Nineteen Minutes is Jodi Picoult’s latest novel.  Author of past bestsellers The Tenth Circle, Vanishing Acts, My Sister’s Keeper, Second Glance et al, Picoult (pronounced Pee-koh) has a gift for focusing on significant and current ethical topics, gives them a twist, includes a courtroom drama and a touch of romance and relationship interest.  Plot and characters involve and interest the reader and provide talking points galore for book clubs.  Despite the possible Oprah book-club designation, Picoult is never trite.

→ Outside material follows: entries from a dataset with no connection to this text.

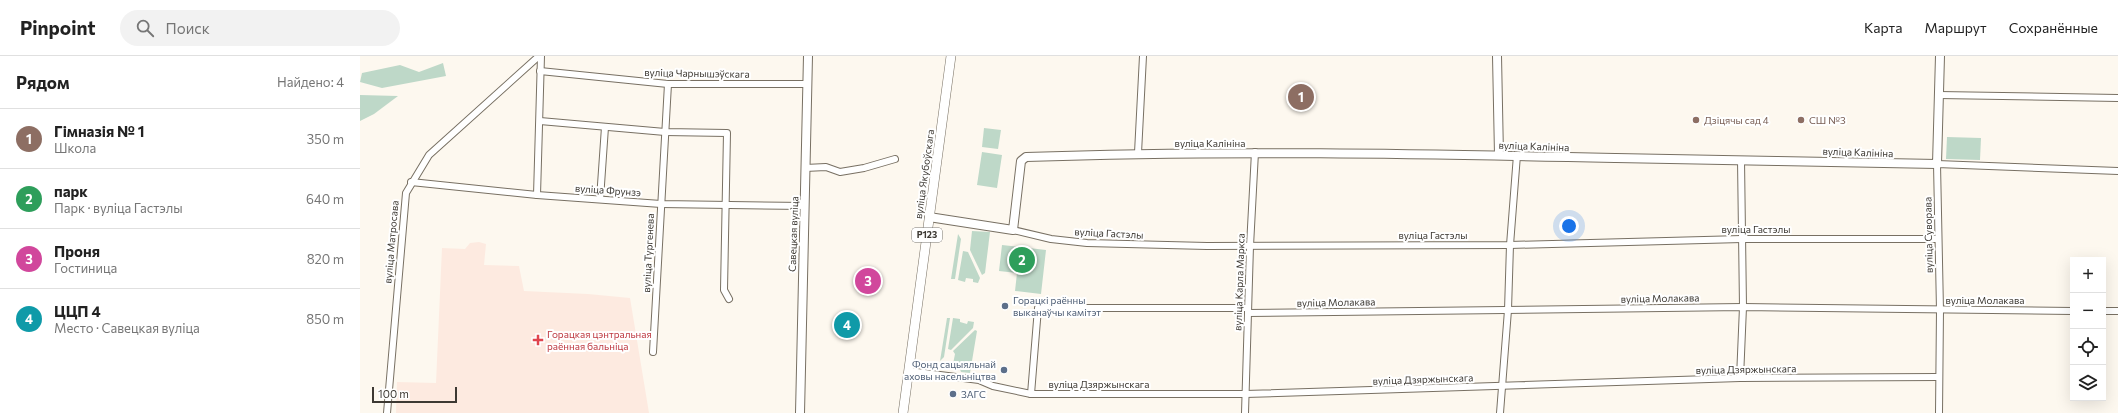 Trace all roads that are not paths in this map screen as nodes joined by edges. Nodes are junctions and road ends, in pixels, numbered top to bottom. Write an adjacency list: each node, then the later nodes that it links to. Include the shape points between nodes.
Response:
1 (540, 56): 7 (street, вуліца Матросава); 24 (street, вуліца Матросава, via 445,139 429,155)
2 (808, 56): 9 (main road, Савецкая вуліца)
3 (951, 56): 30 (main road, вуліца Якубоўскага / Р123)
4 (1143, 56): 16 (street)
5 (1497, 56): 17 (main road)
6 (1940, 56): 10 (main road, вуліца Суворава)
7 (540, 71): 8 (street, вуліца Чарнышэўскага); 12 (street, вуліца Матросава)
8 (668, 84): 9 (street, вуліца Чарнышэўскага); 14 (street, вуліца Тургенева)
9 (807, 84): 22 (main road, Савецкая вуліца)
10 (1939, 95): 11 (street); 21 (main road, вуліца Суворава)
11 (2118, 98)
12 (540, 121): 13 (street); 25 (street, вуліца Матросава)
13 (606, 127): 14 (street); 26 (street)
14 (665, 132): 27 (street, вуліца Тургенева); 28 (street, via 727,133)
15 (1255, 152): 16 (main road, вуліца Калініна); 17 (main road, вуліца Калініна); 35 (street, вуліца Карла Маркса)
16 (1138, 153): 31 (main road, вуліца Калініна, via 1026,157 1021,161)
17 (1499, 155): 18 (main road, вуліца Калініна)
18 (1517, 155): 20 (main road, вуліца Калініна); 34 (street)
19 (895, 158): 22 (street, via 864,168 840,172 826,167)
20 (1741, 160): 21 (main road, вуліца Калініна); 32 (street)
21 (1936, 164): 23 (street, вуліца Калініна); 33 (street, вуліца Суворава)
22 (805, 168): 29 (main road, Савецкая вуліца)
23 (2118, 171)
24 (411, 182): 25 (street, вуліца Фрунзэ); 51 (street, вуліца Матросава, via 404,199)
25 (537, 195): 26 (street, вуліца Фрунзэ)
26 (600, 199): 27 (street, вуліца Фрунзэ)
27 (661, 204): 28 (street, вуліца Фрунзэ); 44 (street, вуліца Тургенева)
28 (724, 205): 29 (street, вуліца Фрунзэ); 36 (street, via 724,290)
29 (805, 206): 52 (main road, Савецкая вуліца)
30 (929, 216): 31 (main road, вуліца Гастэлы); 45 (main road, вуліца Якубоўскага / Р123)
31 (1013, 230): 35 (street, вуліца Гастэлы, via 1051,239 1087,243)
32 (1742, 239): 33 (street, вуліца Гастэлы); 34 (street, вуліца Гастэлы); 37 (street)
33 (1938, 239): 39 (street, вуліца Суворава)
34 (1510, 245): 35 (street, вуліца Гастэлы); 38 (street)
35 (1250, 246): 41 (street, вуліца Карла Маркса)
36 (729, 299)
37 (1743, 307): 38 (street, вуліца Молакава); 39 (street, вуліца Молакава); 47 (street)
38 (1508, 310): 41 (street, вуліца Молакава); 48 (street)
39 (1940, 310): 40 (street, вуліца Молакава); 46 (street, вуліца Суворава)
40 (2070, 310)
41 (1248, 311): 49 (street, вуліца Молакава, via 1038,308); 50 (street, вуліца Карла Маркса)
42 (2106, 311): 43 (street)
43 (2118, 311)
44 (653, 352)
45 (909, 370): 49 (street, вуліца Дзяржынскага, via 979,380 993,386); 53 (main road, вуліца Якубоўскага / Р123)
46 (1939, 377): 47 (street, вуліца Дзяржынскага); 56 (street, вуліца Суворава)
47 (1740, 378): 48 (street, вуліца Дзяржынскага)
48 (1501, 387): 50 (street, вуліца Дзяржынскага); 55 (street)
49 (1031, 394): 50 (street, вуліца Дзяржынскага)
50 (1245, 394): 54 (street, вуліца Карла Маркса)
51 (387, 413)
52 (800, 413)
53 (903, 413)
54 (1245, 413)
55 (1500, 413)
56 (1939, 413)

The protagonist of Nineteen Minutes, 17-year old Peter Houghton, has been bullied and tormented every day of his entire school life, and finally fights back in a fairly dramatic manner.  The school shooting, echoing Columbine, Thurston High and Red Lake, leaves ten dead and nineteen injured.   As with many Picoult novels, the setting moves to courtroom drama, where the life and motives of Peter are revealed through flashback and reports.  Other characters – Josie Cormier, former best-friend of Peter who went over to “the dark side” of the popular group (many of whom are targeted in the shooting), her mother, Peter’s parents, the detective and defence lawyer on the case – are also revealed and their own lives and interactions revealed in Picoult’s sympathetic and involving style.

Nineteen Minutes is a very sensitive, perceptive and significant portrayal of a divisive and emotional  issue.  Picoult pulls no punches, and the novel moves along at a cracking pace.